The current consolidation of the Supreme Court’s conservative majority is the culmination of a long-churning threat to constitutional democracy. We need constitutional reform now.

The urgency of constitutional reform is now obvious. The current consolidation of the Supreme Court’s conservative majority is the culmination of a long-churning threat to constitutional democracy that surfaced with Bush v. Gore in 2000, when the Court decided a presidential election by stopping the recount of people’s votes. A democratic constitution should empower the people, as equals, to govern themselves through legislation. Under a democratic constitution, the people’s elected representatives would legislate to establish justice, to promote the general welfare, and to secure the blessings of liberty to ourselves and our posterity (to borrow a few words from the Constitution’s Preamble, which judges have not enforced).

Constitutional reform should begin with adding avenues to Article V for changing the Constitution that empower the people with a direct role. It is a common feature of modern Constitutions—including those of most states in the United States—to permit citizens to propose amendments by ballot initiative or to ratify them by referendum. Furthermore, the repeal of our Constitution’s most obsolete institution—the Electoral College—is long overdue.
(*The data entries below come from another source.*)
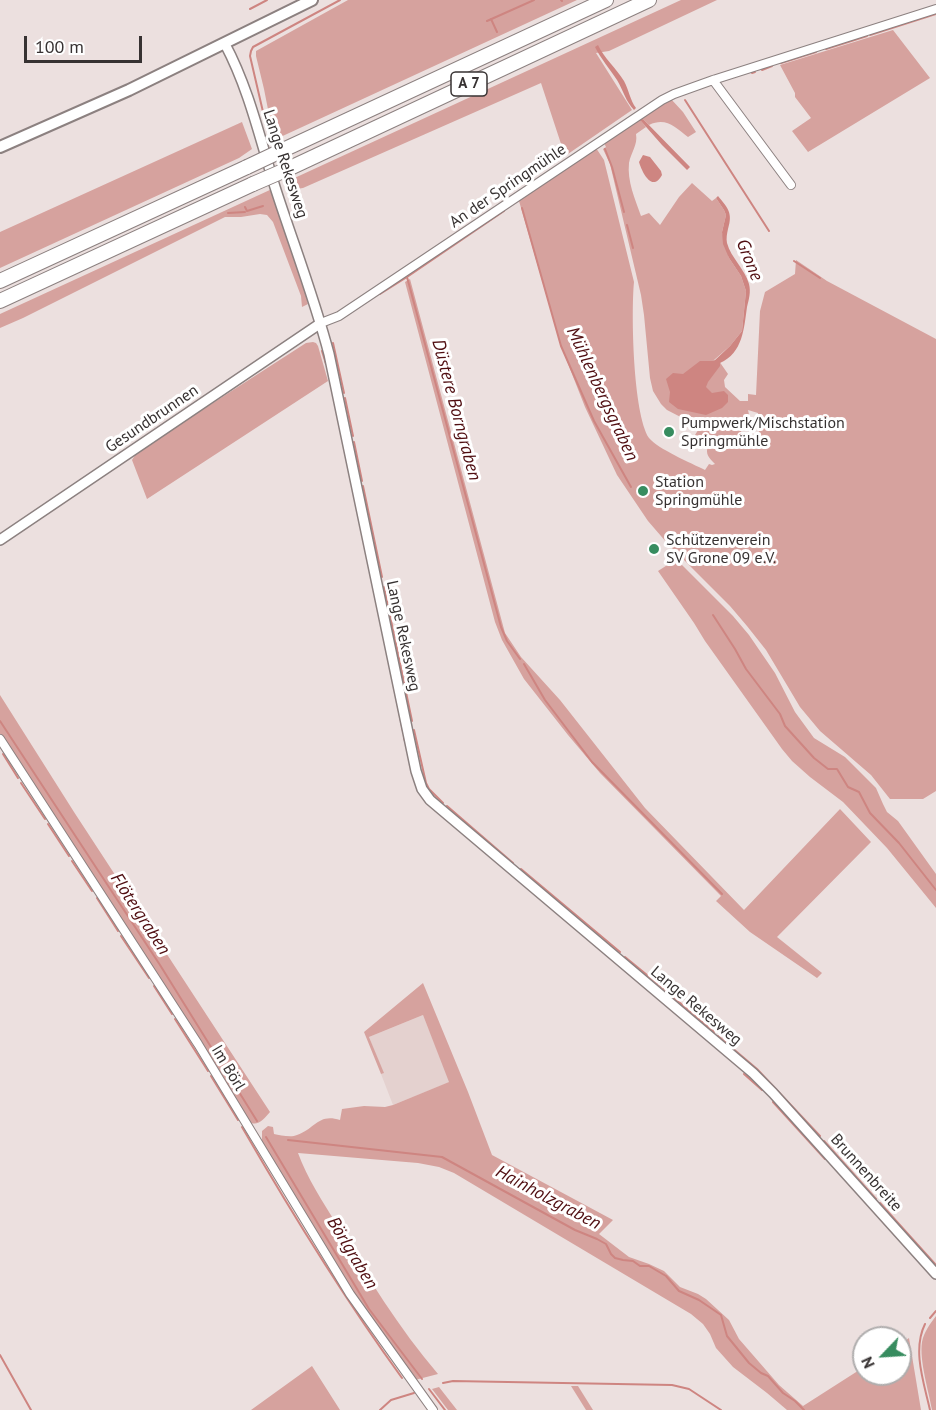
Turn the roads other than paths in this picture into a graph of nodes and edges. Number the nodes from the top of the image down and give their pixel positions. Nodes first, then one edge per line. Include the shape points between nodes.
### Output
1 (312, 0) edge
2 (606, 0) edge
3 (649, 0) edge
4 (936, 9) edge
5 (225, 44) junction
6 (713, 80) junction
7 (0, 147) edge
8 (791, 185) dead end
9 (0, 281) edge
10 (0, 301) edge
11 (321, 323) junction
12 (0, 540) edge
13 (0, 739) edge
14 (773, 1093) joint
15 (936, 1274) edge
16 (433, 1410) edge

1 - 5 main road
2 - 9 highway, A 7, bridge
3 - 10 highway, A 7, bridge
4 - 6 street, An der Springmühle
5 - 7 main road
5 - 11 street, Lange Rekesweg via 250,102
6 - 8 street
6 - 11 street, An der Springmühle via 650,106 339,316
11 - 12 street, Gesundbrunnen
11 - 14 street, Lange Rekesweg via 422,789 430,800
13 - 16 street, Im Börl via 198,1044 350,1294
14 - 15 street, Brunnenbreite

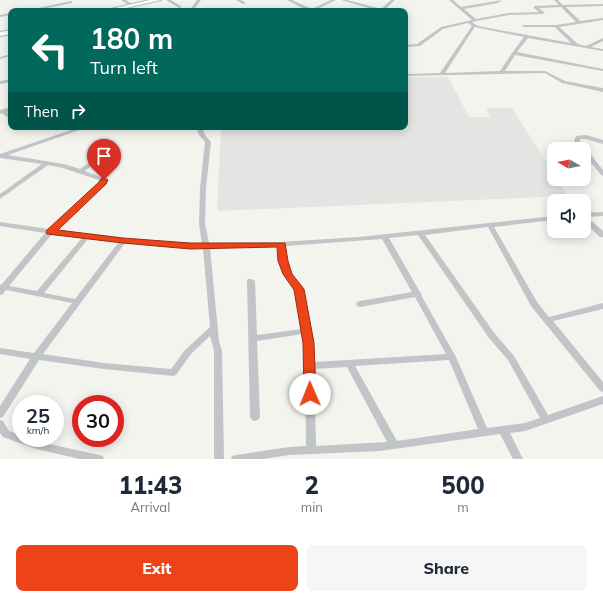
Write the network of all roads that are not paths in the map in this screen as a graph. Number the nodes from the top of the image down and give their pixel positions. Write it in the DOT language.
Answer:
graph roads {
  1 [pos="123,0"];
  2 [pos="158,0"];
  3 [pos="168,0"];
  4 [pos="238,0"];
  5 [pos="289,0"];
  6 [pos="334,0"];
  7 [pos="344,0"];
  8 [pos="393,0"];
  9 [pos="451,0"];
  10 [pos="500,0"];
  11 [pos="556,0"];
  12 [pos="71,2"];
  13 [pos="244,3"];
  14 [pos="327,3"];
  15 [pos="603,5"];
  16 [pos="132,6"];
  17 [pos="562,6"];
  18 [pos="180,7"];
  19 [pos="41,8"];
  20 [pos="121,8"];
  21 [pos="305,8"];
  22 [pos="317,8"];
  23 [pos="328,8"];
  24 [pos="374,8"];
  25 [pos="383,8"];
  26 [pos="460,8"];
  27 [pos="603,19"];
  28 [pos="579,22"];
  29 [pos="475,23"];
  30 [pos="524,26"];
  31 [pos="556,26"];
  32 [pos="527,36"];
  33 [pos="603,39"];
  34 [pos="576,45"];
  35 [pos="408,46"];
  36 [pos="587,47"];
  37 [pos="603,50"];
  38 [pos="514,53"];
  39 [pos="603,70"];
  40 [pos="502,73"];
  41 [pos="442,74"];
  42 [pos="408,75"];
  43 [pos="603,90"];
  44 [pos="75,130"];
  45 [pos="200,130"];
  46 [pos="577,142"];
  47 [pos="603,142"];
  48 [pos="0,156"];
  49 [pos="591,159"];
  50 [pos="103,160"];
  51 [pos="47,162"];
  52 [pos="80,172"];
  53 [pos="603,174"];
  54 [pos="0,197"];
  55 [pos="603,214"];
  56 [pos="591,215"];
  57 [pos="547,219"];
  58 [pos="591,223"];
  59 [pos="0,224"];
  60 [pos="490,225"];
  61 [pos="50,232"];
  62 [pos="421,234"];
  63 [pos="603,235"];
  64 [pos="87,236"];
  65 [pos="386,237"];
  66 [pos="123,240"];
  67 [pos="206,245"];
  68 [pos="282,245"];
  69 [pos="252,281"];
  70 [pos="1,289"];
  71 [pos="39,294"];
  72 [pos="418,294"];
  73 [pos="78,302"];
  74 [pos="360,304"];
  75 [pos="603,306"];
  76 [pos="546,320"];
  77 [pos="214,328"];
  78 [pos="306,331"];
  79 [pos="254,338"];
  80 [pos="0,351"];
  81 [pos="36,357"];
  82 [pos="452,357"];
  83 [pos="349,363"];
  84 [pos="309,366"];
  85 [pos="603,388"];
  86 [pos="603,400"];
  87 [pos="0,414"];
  88 [pos="255,417"];
  89 [pos="546,420"];
  90 [pos="0,424"];
  91 [pos="503,430"];
  92 [pos="484,433"];
  93 [pos="394,445"];
  94 [pos="310,450"];
  95 [pos="99,459"];
  96 [pos="219,459"];
  97 [pos="236,459"];
  98 [pos="518,459"];
  1 -- 16 [label="street"];
  2 -- 16 [label="main road"];
  3 -- 18 [label="street"];
  4 -- 13 [label="street"];
  5 -- 21 [label="street"];
  6 -- 14 [label="street"];
  7 -- 24 [label="street"];
  8 -- 25 [label="street"];
  9 -- 26 [label="street"];
  10 -- 26 [label="street"];
  11 -- 17 [label="street"];
  12 -- 19 [label="street"];
  14 -- 22 [label="street"];
  14 -- 23 [label="street"];
  15 -- 17 [label="street"];
  16 -- 20 [label="main road"];
  17 -- 28 [label="street"];
  17 -- 29 [label="street"];
  26 -- 29 [label="street"];
  27 -- 28 [label="street"];
  28 -- 31 [label="street"];
  29 -- 32 [label="street"];
  29 -- 35 [label="street"];
  29 -- 41 [label="street"];
  30 -- 31 [label="street"];
  31 -- 34 [label="street"];
  32 -- 34 [label="street"];
  32 -- 38 [label="street"];
  33 -- 36 [label="street"];
  34 -- 36 [label="street"];
  36 -- 37 [label="street"];
  38 -- 39 [label="street"];
  38 -- 40 [label="street"];
  40 -- 41 [label="street"];
  40 -- 43 [label="street"];
  41 -- 42 [label="street"];
  44 -- 48 [label="street"];
  45 -- 67 [label="street"];
  46 -- 47 [label="street"];
  48 -- 51 [label="street"];
  49 -- 53 [label="street"];
  50 -- 52 [label="street"];
  51 -- 52 [label="street"];
  51 -- 54 [label="street"];
  52 -- 61 [label="street"];
  55 -- 56 [label="street"];
  57 -- 60 [label="street"];
  58 -- 63 [label="street"];
  59 -- 61 [label="street"];
  60 -- 62 [label="street"];
  60 -- 76 [label="street"];
  61 -- 64 [label="street"];
  61 -- 70 [label="street"];
  62 -- 65 [label="street"];
  62 -- 89 [label="street"];
  64 -- 66 [label="street"];
  64 -- 71 [label="street"];
  65 -- 68 [label="street"];
  65 -- 72 [label="street"];
  66 -- 67 [label="street"];
  66 -- 73 [label="street"];
  67 -- 68 [label="street"];
  67 -- 77 [label="street"];
  68 -- 78 [label="street"];
  69 -- 79 [label="street"];
  70 -- 71 [label="street"];
  71 -- 73 [label="street"];
  72 -- 74 [label="street"];
  72 -- 82 [label="street"];
  73 -- 81 [label="street"];
  75 -- 76 [label="street"];
  76 -- 85 [label="street"];
  77 -- 81 [label="street"];
  77 -- 96 [label="street"];
  78 -- 79 [label="street"];
  78 -- 84 [label="street"];
  79 -- 88 [label="street"];
  80 -- 81 [label="street"];
  81 -- 87 [label="street"];
  82 -- 83 [label="street"];
  82 -- 92 [label="street"];
  83 -- 84 [label="street"];
  83 -- 93 [label="street"];
  84 -- 94 [label="street"];
  86 -- 89 [label="street"];
  89 -- 91 [label="street"];
  90 -- 95 [label="street"];
  91 -- 92 [label="street"];
  91 -- 98 [label="street"];
  92 -- 93 [label="street"];
  93 -- 94 [label="street"];
  94 -- 97 [label="street"];
}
Moreover, the present undemocratic “sham” of the Senate and president appointing life-tenured judges suggests that it’s time to redesign our Constitution’s most undemocratic institutions, the Senate and the judiciary. Once the lawmaking bodies and the amendment process are made representative, amendments to clarify the scope of Congress’s legislative power under the Commerce Clause might then be considered.

Regardless of who wins in November, it is clear that the Constitution won’t save American democracy. But amending it might, if We the People can ever manage to.